Los Positas College auto technology student William Fuller marks a catalytic converter with a Livermore Police logo on Tuesday, Sept. 26, 2023, in Livermore, Calif. (Aric Crabb/Bay Area News Group)
With the rampant theft of catalytic converters long a vexing problem for thousands of frustrated car owners, San Jose leaders want to make it easier to nab the culprits pilfering the valuable devices from vehicles in the city.
City leaders are proposing tweaking the current ordinance to make possessing an unattached catalytic converter illegal without proof of ownership. Individuals without proof would also face harsher fines. Currently, law enforcement and prosecutors can only seize and press charges for the devices when they find the car part carrying etchings, usually showing the original car owner’s license plate number.
San Jose Mayor Matt Mahan and Councilmembers David Cohen and Pam Foley are pushing for the change and a hearing will take place before the city rules committee on Wednesday. The full council is expected to vote in early 2024.
The law would institute a series of escalating fines if the same individual is found possessing stolen catalytic converters within the same year, though a specific dollar figure was not immediately available.

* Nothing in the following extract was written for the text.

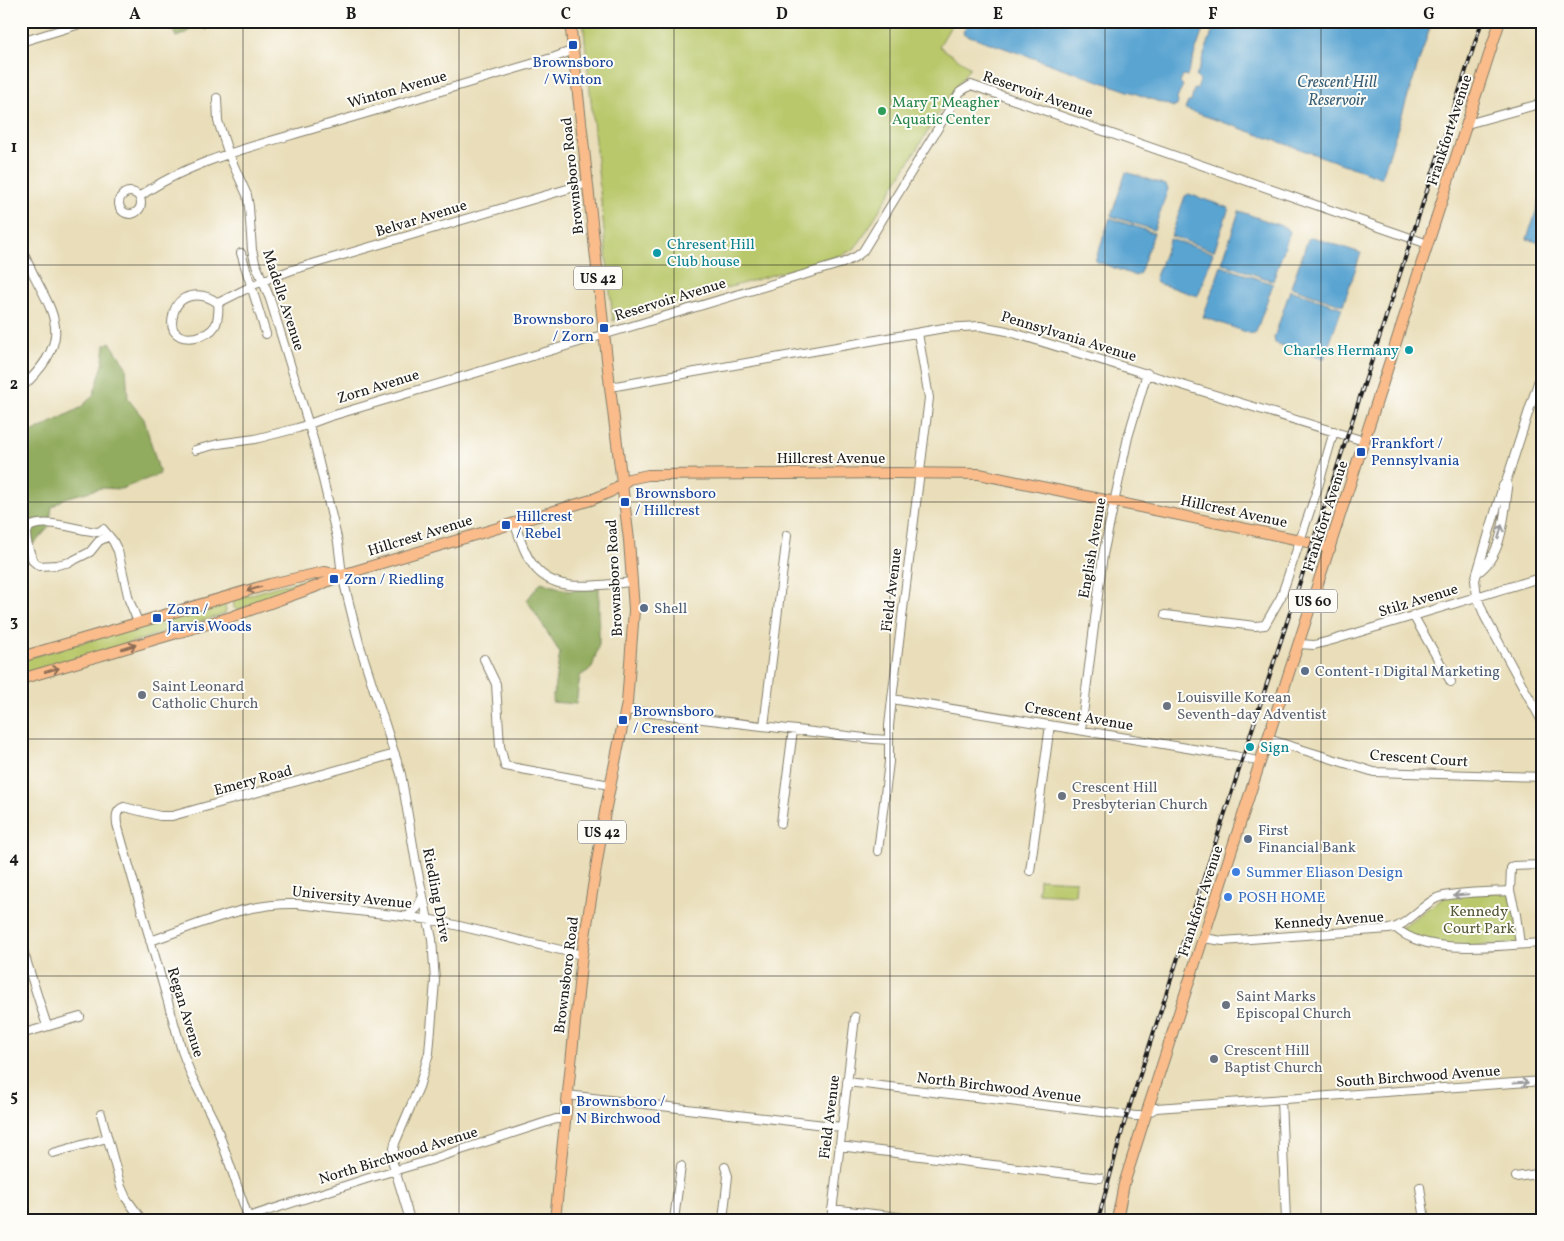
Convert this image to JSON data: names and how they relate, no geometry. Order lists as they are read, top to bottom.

Describing San Jose as one of the safest cities in the Bay Area, Mahan wrote in a statement, “Every day, we work to keep it that way. So far this year, thanks to the hard work of our police department and legislation at the state level, San Jose has seen a 50% decrease in catalytic converter theft — but we aren’t taking our foot off the gas. We are making it easier for our officers to seize stolen catalytic converters and hold thieves accountable.”

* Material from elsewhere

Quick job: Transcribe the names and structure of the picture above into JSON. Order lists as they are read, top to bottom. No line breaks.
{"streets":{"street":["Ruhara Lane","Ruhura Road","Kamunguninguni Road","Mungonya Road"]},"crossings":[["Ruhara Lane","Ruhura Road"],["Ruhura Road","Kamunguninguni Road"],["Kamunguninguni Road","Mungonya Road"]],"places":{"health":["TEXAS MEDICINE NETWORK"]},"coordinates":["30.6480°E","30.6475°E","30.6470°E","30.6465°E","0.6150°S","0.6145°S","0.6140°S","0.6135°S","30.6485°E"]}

Police say they ran into the limitations of the current laws in November when an officer stopped a stolen vehicle that contained 14 catalytic converters, according to a memo drafted by councilmembers. In that instance, police could only seize the two catalytic converts that had etchings identifying the original owner. Under the new ordinance, the driver could have faced charges and fines for all 14. A spokesperson for the police department declined to comment.

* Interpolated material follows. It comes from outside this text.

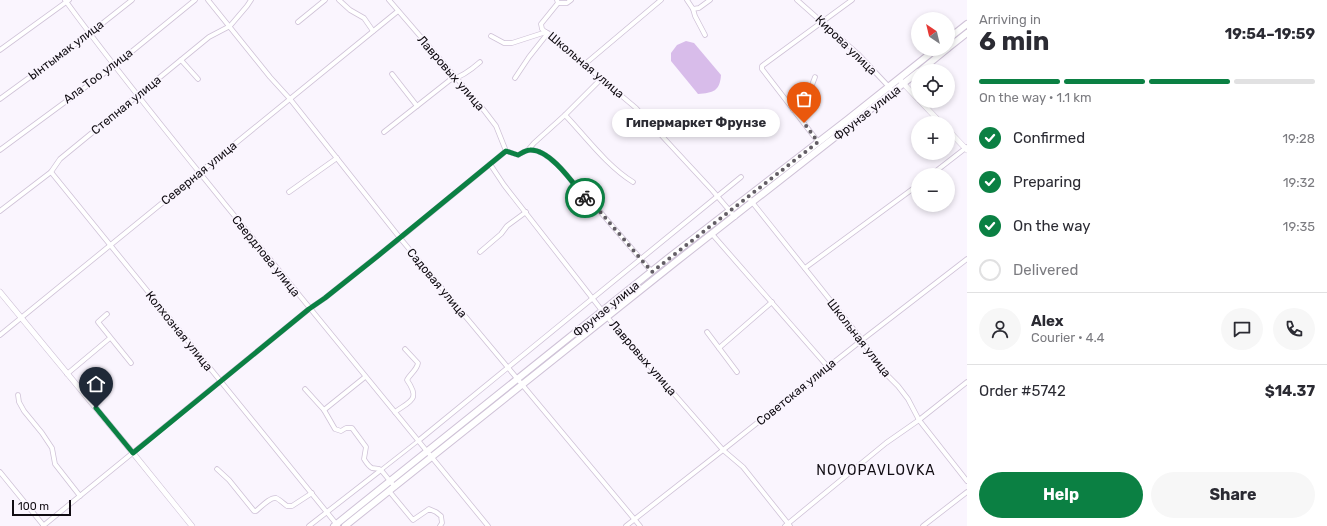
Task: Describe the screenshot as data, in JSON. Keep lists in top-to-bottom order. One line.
{"streets":{"main road":["Фрунзе улица"],"street":["Кирова улица","Ынтымак улица","Школьная улица","Лавровых улица","Ала Тоо улица","Степная улица","Северная улица","Свердлова улица","Садовая улица","Колхозная улица","Советская улица"]},"crossings":[["Кирова улица","Фрунзе улица"],["Ынтымак улица","Свердлова улица"],["Школьная улица","Фрунзе улица"],["Школьная улица","Советская улица"],["Лавровых улица","Фрунзе улица"],["Лавровых улица","Северная улица"],["Лавровых улица","Советская улица"],["Ала Тоо улица","Свердлова улица"],["Степная улица","Свердлова улица"],["Степная улица","Садовая улица"],["Степная улица","Колхозная улица"],["Фрунзе улица","Свердлова улица"],["Фрунзе улица","Садовая улица"],["Фрунзе улица","Колхозная улица"],["Северная улица","Свердлова улица"],["Северная улица","Садовая улица"],["Северная улица","Колхозная улица"],["Садовая улица","Советская улица"]],"districts":["NOVOPAVLOVKA"],"places":["Гипермаркет Фрунзе"],"scale_bar":"100 m","north":"top left","page":{"heading":["6 min","Arriving in","19:54–19:59"],"panel":["Alex","Courier · 4.4","Order #5742","$14.37"],"map_buttons":["+","−"],"bar":"On the way · 1.1 km","bubble":"Гипермаркет Фрунзе","list":[["Confirmed","19:28"],["Preparing","19:32"],["On the way","19:35"],"Delivered"],"buttons":["Help","Share"],"scale":"100 m"}}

San Jose residents have filed 4,123 reports of stolen catalytic converters since 2021, according to the police department. Police conducted an undercover operation in 2021 dubbed “Cat Scratch Thiever” which tried to disrupt underground fencing rings trading in the stolen part. One scrapyard implicated in the operation, Tung Tai Group, settled with the city this year for $2,500 after being accused of accepting the stolen car parts.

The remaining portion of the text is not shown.